With most arts events in Cape Town taking place in summer, HEAT Festival is setting a precedent with its focus on staging a programme during winter. It will also be the first time 15 exhibitions open across the city, all curated to respond to a theme: Common Ground, set by curators Voni Baloyi, Mary Corrigall, Nkgopoleng Moloi and Andrew Lamprecht with proposals invited for theatre, opera and jazz programmes to complement the art. The curators sought to uncover the conditions that bring people together, a fitting objective given the festival fosters a sense of community between city-based art spaces and different arts sectors during the quiet period in Cape Town.
Unsurprisingly, it’s the LGBTQI + community that’s become the focus of many artworks, plays and performances.
“Queer communities have been driving the creative arts for some time. Also, we’ve focused on encouraging younger artists, who often feel more free to express their identities, so it’s not unexpected that the content of many works has slanted this way. The tensions of being part of and excluded from a community also resonates at a deeper level for many queer or nonbinary people,” says Corrigall, director and founder of HEAT.

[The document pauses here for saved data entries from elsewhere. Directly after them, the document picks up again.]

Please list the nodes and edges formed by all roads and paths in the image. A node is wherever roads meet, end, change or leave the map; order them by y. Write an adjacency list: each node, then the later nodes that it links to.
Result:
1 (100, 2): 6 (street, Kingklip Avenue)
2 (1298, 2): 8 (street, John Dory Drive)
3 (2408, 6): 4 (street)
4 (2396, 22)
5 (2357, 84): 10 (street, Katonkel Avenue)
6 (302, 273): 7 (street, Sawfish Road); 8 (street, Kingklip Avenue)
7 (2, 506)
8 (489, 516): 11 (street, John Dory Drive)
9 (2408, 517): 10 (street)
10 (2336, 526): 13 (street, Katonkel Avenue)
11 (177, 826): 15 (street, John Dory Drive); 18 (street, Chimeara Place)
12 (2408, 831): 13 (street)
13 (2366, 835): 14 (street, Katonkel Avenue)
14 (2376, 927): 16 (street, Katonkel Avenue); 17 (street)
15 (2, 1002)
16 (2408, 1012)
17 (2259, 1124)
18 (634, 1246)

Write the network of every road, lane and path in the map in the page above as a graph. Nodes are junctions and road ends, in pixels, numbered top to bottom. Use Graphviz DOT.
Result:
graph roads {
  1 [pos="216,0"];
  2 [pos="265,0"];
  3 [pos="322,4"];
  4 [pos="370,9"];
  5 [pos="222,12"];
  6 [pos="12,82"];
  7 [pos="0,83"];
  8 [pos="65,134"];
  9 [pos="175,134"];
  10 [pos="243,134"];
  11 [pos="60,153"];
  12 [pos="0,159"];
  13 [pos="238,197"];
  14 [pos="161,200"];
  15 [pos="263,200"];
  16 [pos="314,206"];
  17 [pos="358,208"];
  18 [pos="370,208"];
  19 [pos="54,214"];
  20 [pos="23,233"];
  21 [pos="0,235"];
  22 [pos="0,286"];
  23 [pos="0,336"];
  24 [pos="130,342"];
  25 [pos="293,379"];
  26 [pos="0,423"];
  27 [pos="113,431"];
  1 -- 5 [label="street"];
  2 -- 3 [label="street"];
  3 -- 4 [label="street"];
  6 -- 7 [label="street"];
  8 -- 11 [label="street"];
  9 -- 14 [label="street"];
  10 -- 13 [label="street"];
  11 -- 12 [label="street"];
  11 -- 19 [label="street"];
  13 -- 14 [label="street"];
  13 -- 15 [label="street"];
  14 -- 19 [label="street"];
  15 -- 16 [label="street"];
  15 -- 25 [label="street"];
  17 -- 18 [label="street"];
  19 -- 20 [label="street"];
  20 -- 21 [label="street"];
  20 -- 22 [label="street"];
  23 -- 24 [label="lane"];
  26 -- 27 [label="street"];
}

Many perspectives from different queer and nonbinary people, across various backgrounds and ages has emerged to present a rich tapestry at HEAT Festival, which runs from July 11 to 21, at venues in Cape Town’s city centre. The participating galleries presenting exhibitions are: The AVA, Christopher Moller, Ebony/Curated, Eclectica Contemporary, Kalashnikovv, 99 Loop Gallery, Iziko South African National Gallery, Michaelis Galleries, Nel Gallery, Reservoir Projects, Sisonke Gallery, Under the Aegis, Union House by Spier Arts Trust, Vela Projects and WORLDART.
Challenging traditional concepts of masculinity are tackled from interesting perspectives. A love affair between Zulu warriors during a historical colonial-era battle is at the heart of Desire Marea’s Baddies of Isandlwana, which will show at Eclectica Contemporary. A transgender Xhosa man’s struggle to undergo uLwaluko (initiation) is the focus of a suite of photographic works by Baz Bailey at the Under the Aegis titled Isilimela: Planting of a New Man.

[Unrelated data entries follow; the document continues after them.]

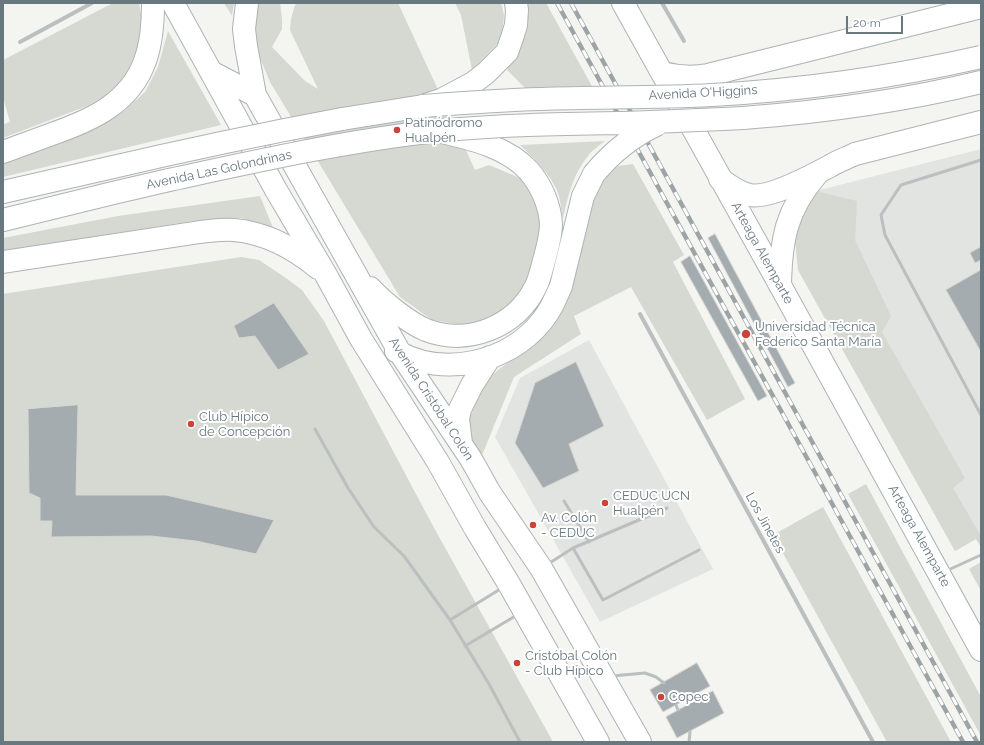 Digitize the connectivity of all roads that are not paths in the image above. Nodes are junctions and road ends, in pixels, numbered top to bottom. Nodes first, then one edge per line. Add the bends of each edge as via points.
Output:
1 (92, 3) edge
2 (153, 3) edge
3 (173, 3) edge
4 (246, 3) edge
5 (516, 3) edge
6 (623, 3) edge
7 (662, 3) edge
8 (981, 7) edge
9 (684, 41) dead end
10 (20, 42) dead end
11 (981, 57) edge
12 (211, 72) junction
13 (662, 74) junction
14 (981, 82) edge
15 (256, 95) junction
16 (423, 106) junction
17 (663, 122) junction
18 (981, 122) edge
19 (436, 131) junction
20 (3, 152) edge
21 (981, 160) edge
22 (818, 173) junction
23 (720, 179) junction
24 (3, 192) edge
25 (3, 220) edge
26 (3, 262) edge
27 (356, 273) junction
28 (326, 274) junction
29 (780, 285) junction
30 (640, 314) dead end
31 (350, 318) junction
32 (400, 354) junction
33 (490, 357) junction
34 (981, 415) edge
35 (315, 429) dead end
36 (461, 444) junction
37 (564, 501) dead end
38 (667, 508) dead end
39 (589, 542) junction
40 (573, 548) junction
41 (699, 550) dead end
42 (981, 555) edge
43 (541, 568) junction
44 (940, 574) junction
45 (509, 584) junction
46 (524, 611) junction
47 (450, 620) junction
48 (465, 646) junction
49 (981, 650) edge
50 (603, 677) junction
51 (664, 683) dead end
52 (676, 705) dead end
53 (678, 710) dead end
54 (690, 732) dead end
55 (520, 742) edge
56 (598, 742) edge
57 (640, 742) edge
58 (690, 742) edge
59 (873, 742) edge

1 - 10 street
2 - 20 main road via 153,21 145,62 129,89 118,100 88,120
3 - 12 main road, Avenida Cristóbal Colón
4 - 15 main road, Avenida Cristóbal Colón via 244,29
5 - 16 main road, bridge via 516,25 507,52 473,83 442,100
6 - 13 main road, Arteaga Alemparte
7 - 9 street
8 - 13 main road, Avenida O'Higgins via 708,75 690,78
11 - 16 main road, Avenida O'Higgins, bridge via 908,72 763,91 712,95 506,100
12 - 15 main road
12 - 28 main road, Avenida Cristóbal Colón
13 - 23 main road, Arteaga Alemparte
14 - 17 main road, Avenida O'Higgins, bridge via 826,111
15 - 27 main road, Avenida Cristóbal Colón
16 - 24 main road, Avenida Las Golondrinas, bridge via 262,134
17 - 19 main road, Avenida O'Higgins, bridge via 515,125
17 - 33 main road, bridge via 631,139 613,153 594,174 583,196 560,286 550,309 524,339 508,350
18 - 22 main road via 855,154
19 - 25 main road, Avenida Las Golondrinas, bridge via 292,154
19 - 27 main road, bridge via 460,136 508,154 529,171 537,182 544,194 551,224 550,239 536,287 523,306 501,324 476,334 452,336 438,334 413,323 373,292
21 - 34 lane via 901,184 881,215 885,235
22 - 23 main road via 773,192 759,195 744,193
22 - 29 main road via 801,194 792,211 780,264
23 - 29 main road, Arteaga Alemparte
26 - 28 main road via 200,232 233,230 263,235 274,240 310,261
27 - 32 main road, Avenida Cristóbal Colón
28 - 31 main road, Avenida Cristóbal Colón
29 - 44 main road, Arteaga Alemparte
30 - 59 street, Los Jinetes
31 - 32 main road
31 - 45 main road, Avenida Cristóbal Colón
32 - 33 main road via 443,364 475,362
32 - 36 main road, Avenida Cristóbal Colón
33 - 36 main road via 460,409 458,419
35 - 47 lane via 348,488 374,527 404,556
36 - 43 main road, Avenida Cristóbal Colón via 490,493
37 - 39 lane
38 - 39 lane
39 - 40 lane
40 - 41 lane via 603,600
40 - 43 lane
42 - 44 lane
43 - 50 main road, Avenida Cristóbal Colón
44 - 49 main road, Arteaga Alemparte
45 - 46 main road, Avenida Cristóbal Colón
45 - 47 lane
46 - 48 lane
46 - 56 main road, Avenida Cristóbal Colón
47 - 48 lane
48 - 55 lane
50 - 51 lane via 645,673 656,676
50 - 57 main road, Avenida Cristóbal Colón
52 - 53 lane
54 - 58 lane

In collaboration with GALA (Gay And Lesbian Archives), Michaelis Galleries hosts a special exhibition of the Kewpie Archives; a collection of almost 400 photographs from the personal archive of Kewpie, a District 6 hairdresser, drag artist and queer icon. These images present a hidden queer history of 1970s Cape Town, reflecting the use of drag pageantry as a means of creating and strengthening community bonds.
Queer female identity is the focus at the Nel Gallery in the video-work MRRT and Courage by Wandie M (this is how the artist wishes to be known) and a collection of photographic works at Pride and Prejudice by Toscaneena, a queer art duo consisting of Tosca Marthinus and Neena Borrill.

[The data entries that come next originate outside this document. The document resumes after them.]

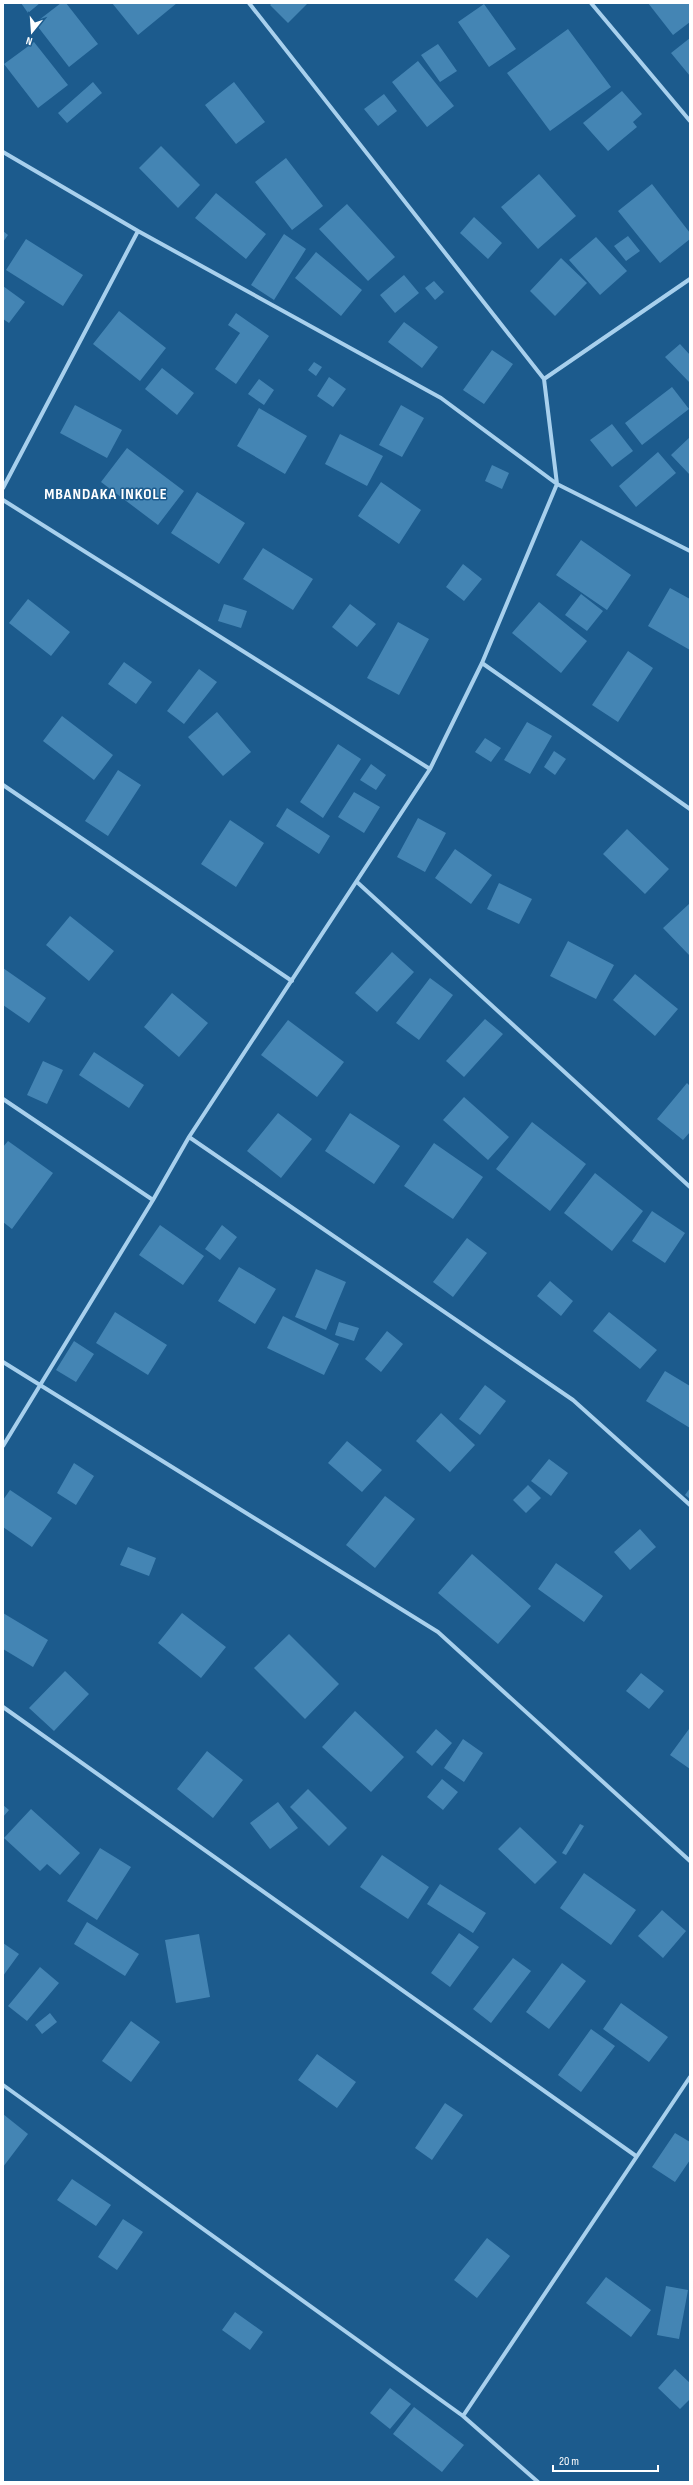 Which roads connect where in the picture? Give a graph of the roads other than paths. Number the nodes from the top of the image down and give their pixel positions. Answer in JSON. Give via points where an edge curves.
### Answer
{"nodes":[{"id":1,"x":249,"y":3,"type":"edge"},
{"id":2,"x":591,"y":3,"type":"edge"},
{"id":3,"x":690,"y":121,"type":"edge"},
{"id":4,"x":3,"y":152,"type":"edge"},
{"id":5,"x":138,"y":231,"type":"junction"},
{"id":6,"x":690,"y":279,"type":"edge"},
{"id":7,"x":544,"y":379,"type":"junction"},
{"id":8,"x":557,"y":484,"type":"junction"},
{"id":9,"x":3,"y":488,"type":"edge"},
{"id":10,"x":3,"y":500,"type":"edge"},
{"id":11,"x":690,"y":551,"type":"edge"},
{"id":12,"x":482,"y":663,"type":"junction"},
{"id":13,"x":430,"y":769,"type":"junction"},
{"id":14,"x":3,"y":784,"type":"edge"},
{"id":15,"x":690,"y":809,"type":"edge"},
{"id":16,"x":356,"y":882,"type":"junction"},
{"id":17,"x":292,"y":981,"type":"junction"},
{"id":18,"x":3,"y":1099,"type":"edge"},
{"id":19,"x":189,"y":1137,"type":"junction"},
{"id":20,"x":690,"y":1187,"type":"edge"},
{"id":21,"x":153,"y":1200,"type":"junction"},
{"id":22,"x":3,"y":1362,"type":"edge"},
{"id":23,"x":40,"y":1386,"type":"junction"},
{"id":24,"x":3,"y":1446,"type":"edge"},
{"id":25,"x":690,"y":1505,"type":"edge"},
{"id":26,"x":3,"y":1707,"type":"edge"},
{"id":27,"x":690,"y":1861,"type":"edge"},
{"id":28,"x":690,"y":2077,"type":"edge"},
{"id":29,"x":3,"y":2085,"type":"edge"},
{"id":30,"x":636,"y":2156,"type":"junction"},
{"id":31,"x":463,"y":2416,"type":"junction"},
{"id":32,"x":538,"y":2482,"type":"edge"}],
"edges":[{"from":1,"to":7,"type":"street"},
{"from":2,"to":3,"type":"street"},
{"from":4,"to":5,"type":"street"},
{"from":5,"to":8,"type":"street","via":[[441,398]]},
{"from":5,"to":9,"type":"street"},
{"from":6,"to":7,"type":"street"},
{"from":7,"to":8,"type":"street"},
{"from":8,"to":11,"type":"street"},
{"from":8,"to":12,"type":"street"},
{"from":10,"to":13,"type":"street"},
{"from":12,"to":13,"type":"street"},
{"from":12,"to":15,"type":"street"},
{"from":13,"to":16,"type":"street"},
{"from":14,"to":17,"type":"street"},
{"from":16,"to":17,"type":"street"},
{"from":16,"to":20,"type":"street"},
{"from":17,"to":19,"type":"street"},
{"from":18,"to":21,"type":"street"},
{"from":19,"to":21,"type":"street"},
{"from":19,"to":25,"type":"street","via":[[573,1400]]},
{"from":21,"to":23,"type":"street"},
{"from":22,"to":23,"type":"street"},
{"from":23,"to":24,"type":"street"},
{"from":23,"to":27,"type":"street","via":[[438,1632]]},
{"from":26,"to":30,"type":"street"},
{"from":28,"to":30,"type":"street"},
{"from":29,"to":31,"type":"street"},
{"from":30,"to":31,"type":"street"},
{"from":31,"to":32,"type":"street"}]}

Drag is mostly associated with queer men, but Freshly Squeezed, a cheeky drag-cabaret show, is performed by a nonbinary drag artist and musician Pichi Keane (Megan van Wyk), who playfully prompts audiences to examine their notions of gender, sex and taboo.
Also representative of nonbinary performers is Dara Beth, whose emotional one-hander all my ex-lovers are dead relays the vicissitudes of navigating love, desire, heartbreak and vulnerability through a gender-non-conforming lens. Exploring similar themes is Andi Colombo. I want to write you a submarine, which has received rave reviews at the National Arts Festival, is a hyper-personal one-woman show which maps out the complexities of queer dating, queer love and loneliness.
Award-winning, multidisciplinary artist Aldo Brincat’s semi-autobiographical one-man performance of The Moon Looks Delicious From Here invites his audience to witness coming to terms with his queer sexuality in apartheid South Africa. Delivering another perspective is Double Impact’s Ganga Nyoko! Inzima Nyoko!, a powerful emotional production that unpacks the challenges of being queer in South Africa against the backdrop of the rural Eastern Cape in the early 2000s.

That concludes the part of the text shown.